Authorization governs which users can access which resources, present inside which virtual host, and perform which operations. Allowed operations are configure, write, and read. Authorization can also be applied at the topic level.
RabbitMQ also provides built-in TLS support. TLS can be used to encrypt client connections and inter-node connections and perform peer verification. RabbitMQ doesn’t offer encryption at rest.
Read/write operations by clients on brokers can be authorized. It’s also possible to integrate with a third-party authorization module for authorization. Compared to RabbitMQ, Kafka offers slightly less flexibility with regard to authorization.
Data transferred between brokers as well as between a broker and its clients, can also be encrypted using SSL. Kafka doesn’t offer encryption at rest either.
RabbitMQ offers several ways to manage and monitor nodes and clusters. The HTTP API can be used to programmatically retrieve various performance metrics related to clusters, producers, consumers, connections, queues, and more. Several monitoring systems, including Prometheus, can integrate with the API and display metrics in real-time.
The user-friendly web-based UI offers several features to administrators related to connections, exchanges, queues, channels, and more. They can add or delete queues or exchanges, monitor message rate, send and receive messages, tweak policies and runtime settings, purge queues, and force-close connections with clients.
A command line tool, rabbitmqadmin, can also be used to perform some administrative tasks, like listing exchanges, queues, or users, getting an overview of the instance’s health, publishing and getting messages, purging queues, and force-closing client connections.
Kafka exposes key performance metrics via JMX. Jolokia, an HTTP-JMX bridge, can be used to fetch these metrics for aggregation and analysis. Jolokia is not a part of the Kafka core but can be loaded and enabled natively. JMX exposes metrics related to nodes, producers, consumers, connect and streams.

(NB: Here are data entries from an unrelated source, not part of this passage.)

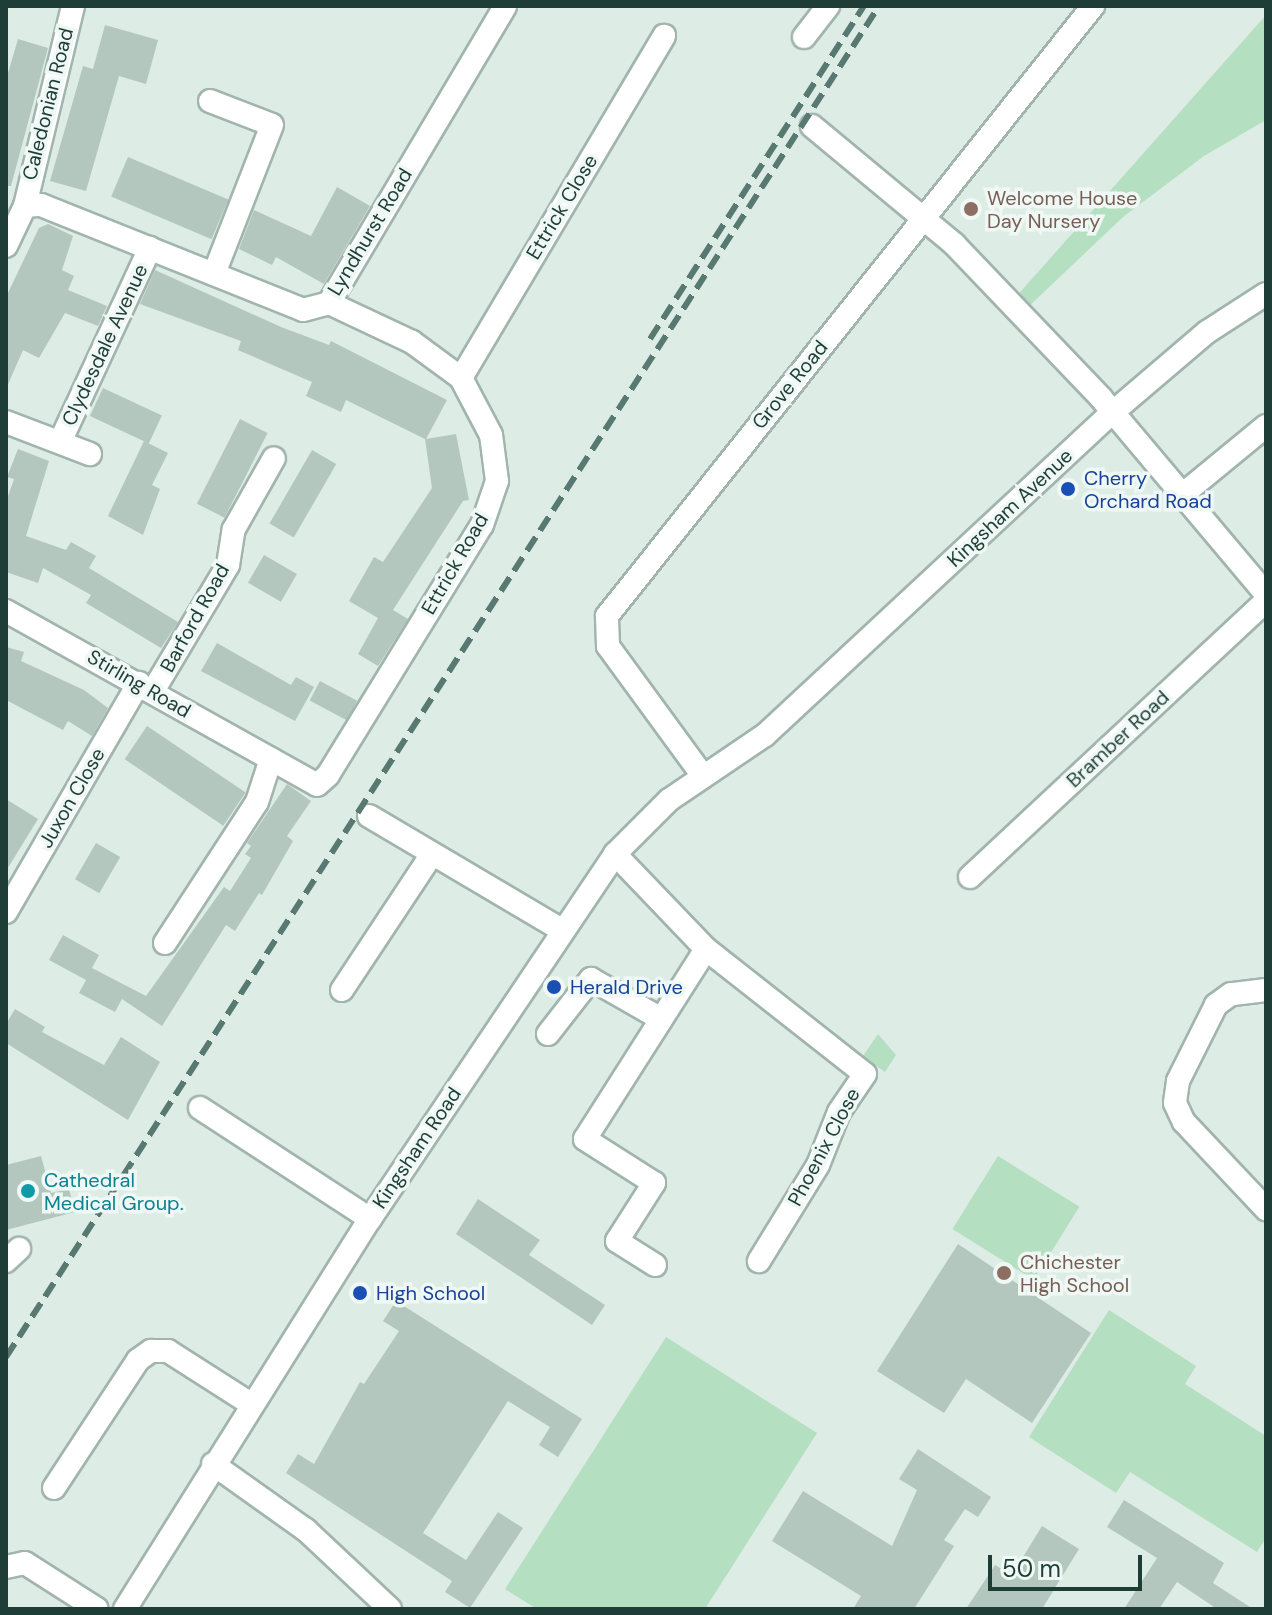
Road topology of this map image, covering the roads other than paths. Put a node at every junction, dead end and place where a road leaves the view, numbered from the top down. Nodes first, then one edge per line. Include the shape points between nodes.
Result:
1 (73, 6) edge
2 (505, 6) edge
3 (828, 6) edge
4 (1093, 6) edge
5 (664, 36) dead end
6 (804, 37) dead end
7 (210, 101) dead end
8 (812, 126) dead end
9 (25, 206) junction
10 (925, 218) junction
11 (6, 246) edge
12 (150, 248) junction
13 (214, 274) junction
14 (1266, 294) edge
15 (329, 303) junction
16 (461, 378) junction
17 (1112, 413) junction
18 (6, 422) edge
19 (1266, 426) edge
20 (60, 442) junction
21 (90, 454) dead end
22 (274, 458) dead end
23 (1182, 495) junction
24 (1266, 594) edge
25 (1266, 601) edge
26 (6, 611) edge
27 (146, 687) junction
28 (765, 735) joint
29 (271, 759) junction
30 (703, 776) junction
31 (317, 785) joint
32 (369, 816) dead end
33 (432, 854) junction
34 (615, 854) junction
35 (970, 877) dead end
36 (6, 912) edge
37 (562, 930) junction
38 (165, 943) dead end
39 (706, 949) junction
40 (342, 990) dead end
41 (1266, 990) edge
42 (661, 1019) junction
43 (548, 1034) dead end
44 (200, 1108) dead end
45 (1266, 1209) edge
46 (370, 1219) junction
47 (759, 1261) dead end
48 (655, 1265) dead end
49 (251, 1404) junction
50 (213, 1464) junction
51 (54, 1488) dead end
52 (6, 1567) edge
53 (97, 1609) edge
54 (125, 1609) edge
55 (390, 1609) edge

1 - 9 street, Caledonian Road
2 - 15 street, Lyndhurst Road
3 - 6 street
4 - 10 street, Grove Road
5 - 16 street, Ettrick Close
7 - 13 street via 272,125
8 - 10 street
9 - 11 street, Caledonian Road
9 - 12 street, Lyndhurst Road via 41,205
10 - 17 street
10 - 30 street, Grove Road via 607,616 608,646
12 - 13 street, Lyndhurst Road
12 - 20 street, Clydesdale Avenue
13 - 15 street, Lyndhurst Road via 303,310
14 - 17 street, Kingsham Avenue via 1207,332
15 - 16 street, Ettrick Road via 412,342
16 - 31 street, Ettrick Road via 491,435 497,481 482,525
17 - 23 street
17 - 28 street, Kingsham Avenue
18 - 20 street, Clydesdale Avenue
19 - 23 street
20 - 21 street, Clydesdale Avenue
22 - 27 street, Barford Road via 234,529 228,565
23 - 24 street
25 - 35 street, Bramber Road
26 - 27 street, Stirling Road
27 - 29 street, Stirling Road
27 - 36 street, Juxon Close
28 - 30 street, Kingsham Road
29 - 31 street, Stirling Road
29 - 38 street via 257,802
30 - 34 street, Kingsham Road via 669,800
32 - 33 street
33 - 37 street
33 - 40 street
34 - 37 street, Kingsham Road
34 - 39 street
37 - 46 street, Kingsham Road
39 - 42 street
39 - 47 street, Phoenix Close via 865,1074
41 - 45 street via 1231,994 1216,1005 1178,1081 1175,1103 1184,1122
42 - 43 street via 591,979
42 - 48 street via 585,1139 654,1183 617,1241
44 - 46 street
46 - 49 street, Kingsham Road
49 - 50 street, Kingsham Road
49 - 51 street via 168,1351 151,1351 138,1360
50 - 54 street, Kingsham Road
50 - 55 street via 306,1530
52 - 53 street via 25,1563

Unlike RabbitMQ, Kafka doesn’t contain built-in tools for management and monitoring. However, there are several third-party tools, both open-source and commercial, that can be used for these purposes.
RabbitMQ is officially supported on all major operating systems, including Linux, Windows, Windows Server, and macOS. Client libraries exist for several programming languages and frameworks, including Java, Spring, C++, .NET, Ruby, Python, and PHP.
Numerous modules, adapters, and plugins are supported by the community and the RabbitMQ team. RabbitMQTools, for example, is a PowerShell module to manage RabbitMQ, Celery is a distributed task queue for Python and Django, and amqp-client is a TypeScript-based client for NodeJS.
The RabbitMQ Cluster Kubernetes Operator can be used to automatically provision and manage RabbitMQ pods running in a Kubernetes cluster.
Even though Kafka is optimized for Linux-based systems, it can run on any operating system that supports the Java Virtual Machine (JVM). Client libraries exist for Java, Scala, Python, Go, C/C++, Node.js, .NET, and more.
Several built-in and community plugins are available, including connectors for file streams, S3, IBM MQ, HDFS, Elasticsearch, ActiveMQ, JDBC, and more. Even though Kafka doesn’t offer any built-in support for Kubernetes, it’s possible to run Kafka clusters inside Kubernetes.
Apache Kafka and RabbitMQ are both stable, fault-tolerant, and feature-rich platforms. However, there are use cases where one may be a better fit than the other.
Apache Kafka and RabbitMQ are two great choices for building messaging infrastructures. Each has several strengths and a few weaknesses. In this article, we explored how the two platforms fare against each other in different departments. We hope that it helps you choose the right platform for your business.